§ **Assignment**: Your answer should consist of each line from the data below that contains "Court".

━━━ Data under study

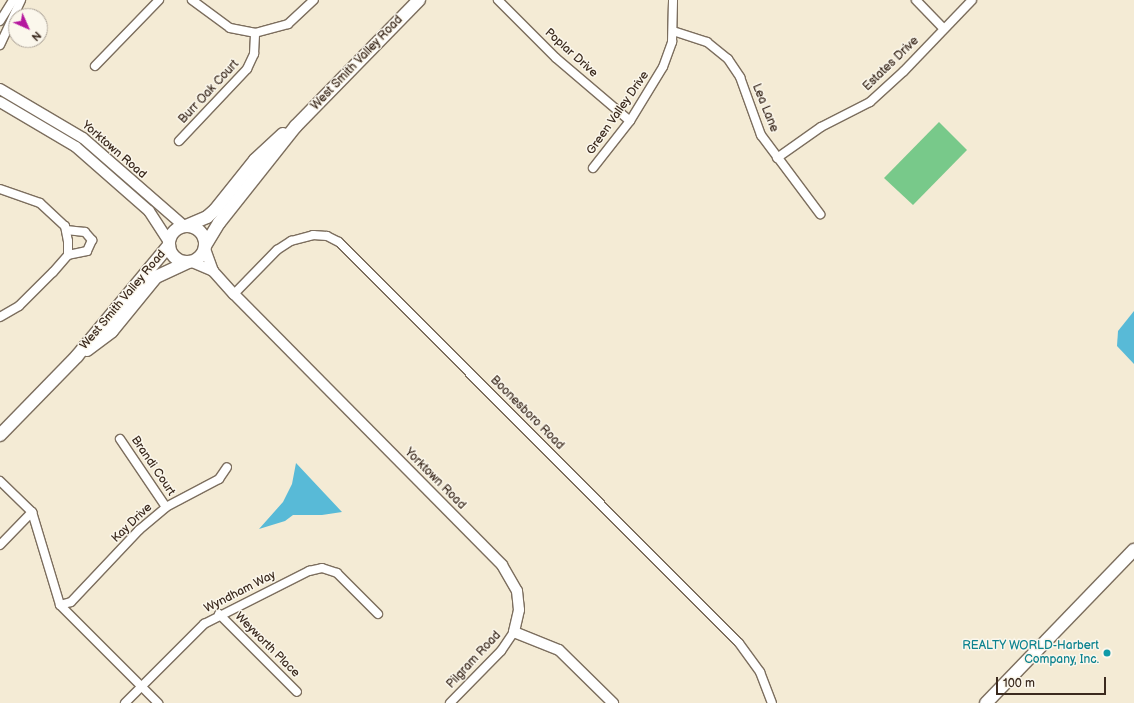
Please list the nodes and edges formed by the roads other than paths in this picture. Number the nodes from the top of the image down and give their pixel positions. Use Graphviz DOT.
graph roads {
  1 [pos="13,0"];
  2 [pos="21,0"];
  3 [pos="159,0"];
  4 [pos="192,0"];
  5 [pos="314,0"];
  6 [pos="419,0"];
  7 [pos="498,0"];
  8 [pos="673,0"];
  9 [pos="916,0"];
  10 [pos="972,0"];
  11 [pos="0,21"];
  12 [pos="944,29"];
  13 [pos="673,31"];
  14 [pos="254,33"];
  15 [pos="0,45"];
  16 [pos="95,66"];
  17 [pos="0,89"];
  18 [pos="0,102"];
  19 [pos="630,121"];
  20 [pos="296,126"];
  21 [pos="179,141"];
  22 [pos="777,158"];
  23 [pos="593,168"];
  24 [pos="0,189"];
  25 [pos="820,214"];
  26 [pos="185,226"];
  27 [pos="66,228"];
  28 [pos="169,244"];
  29 [pos="205,247"];
  30 [pos="68,255"];
  31 [pos="190,262"];
  32 [pos="213,271"];
  33 [pos="234,294"];
  34 [pos="0,317"];
  35 [pos="77,356"];
  36 [pos="0,435"];
  37 [pos="120,440"];
  38 [pos="227,467"];
  39 [pos="0,481"];
  40 [pos="166,507"];
  41 [pos="32,512"];
  42 [pos="0,546"];
  43 [pos="1134,550"];
  44 [pos="60,605"];
  45 [pos="219,614"];
  46 [pos="378,614"];
  47 [pos="514,632"];
  48 [pos="141,687"];
  49 [pos="297,692"];
  50 [pos="125,703"];
  51 [pos="158,703"];
  52 [pos="450,703"];
  53 [pos="613,703"];
  54 [pos="772,703"];
  55 [pos="986,703"];
  1 -- 11 [label="street"];
  2 -- 15 [label="street"];
  3 -- 16 [label="street"];
  4 -- 14 [label="street"];
  5 -- 14 [label="street"];
  6 -- 20 [label="main road, West Smith Valley Road"];
  7 -- 19 [label="street, Poplar Drive"];
  8 -- 13 [label="street, Green Valley Drive"];
  9 -- 12 [label="street"];
  10 -- 12 [label="street, Estates Drive"];
  12 -- 22 [label="street, Estates Drive"];
  13 -- 19 [label="street, Green Valley Drive"];
  13 -- 22 [label="street, Lea Lane"];
  14 -- 21 [label="street, Burr Oak Court"];
  17 -- 26 [label="street, Yorktown Road"];
  18 -- 28 [label="street, Yorktown Road"];
  19 -- 23 [label="street, Green Valley Drive"];
  20 -- 26 [label="main road, West Smith Valley Road"];
  20 -- 29 [label="main road, West Smith Valley Road"];
  22 -- 25 [label="street, Lea Lane"];
  24 -- 27 [label="street"];
  26 -- 28 [label="main road"];
  26 -- 29 [label="main road"];
  27 -- 30 [label="street"];
  27 -- 30 [label="street"];
  28 -- 31 [label="main road"];
  28 -- 35 [label="main road, West Smith Valley Road"];
  29 -- 31 [label="main road"];
  29 -- 32 [label="street, Yorktown Road"];
  30 -- 34 [label="street"];
  31 -- 32 [label="street, Yorktown Road"];
  31 -- 35 [label="main road, West Smith Valley Road"];
  32 -- 33 [label="street, Yorktown Road"];
  33 -- 47 [label="street, Yorktown Road"];
  33 -- 54 [label="street, Boonesboro Road"];
  35 -- 36 [label="main road, West Smith Valley Road"];
  37 -- 40 [label="street, Brandi Court"];
  38 -- 40 [label="street, Kay Drive"];
  39 -- 41 [label="street"];
  40 -- 44 [label="street, Kay Drive"];
  41 -- 42 [label="street"];
  41 -- 44 [label="street"];
  43 -- 55 [label="main road"];
  44 -- 48 [label="street"];
  45 -- 46 [label="street, Wyndham Way"];
  45 -- 48 [label="street, Wyndham Way"];
  45 -- 49 [label="street, Weyworth Place"];
  47 -- 52 [label="street, Pilgram Road"];
  47 -- 53 [label="street"];
  48 -- 50 [label="street, Wyndham Way"];
  48 -- 51 [label="street"];
}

━━━━━━

§ **Solution for this problem**:
  14 -- 21 [label="street, Burr Oak Court"];
  37 -- 40 [label="street, Brandi Court"];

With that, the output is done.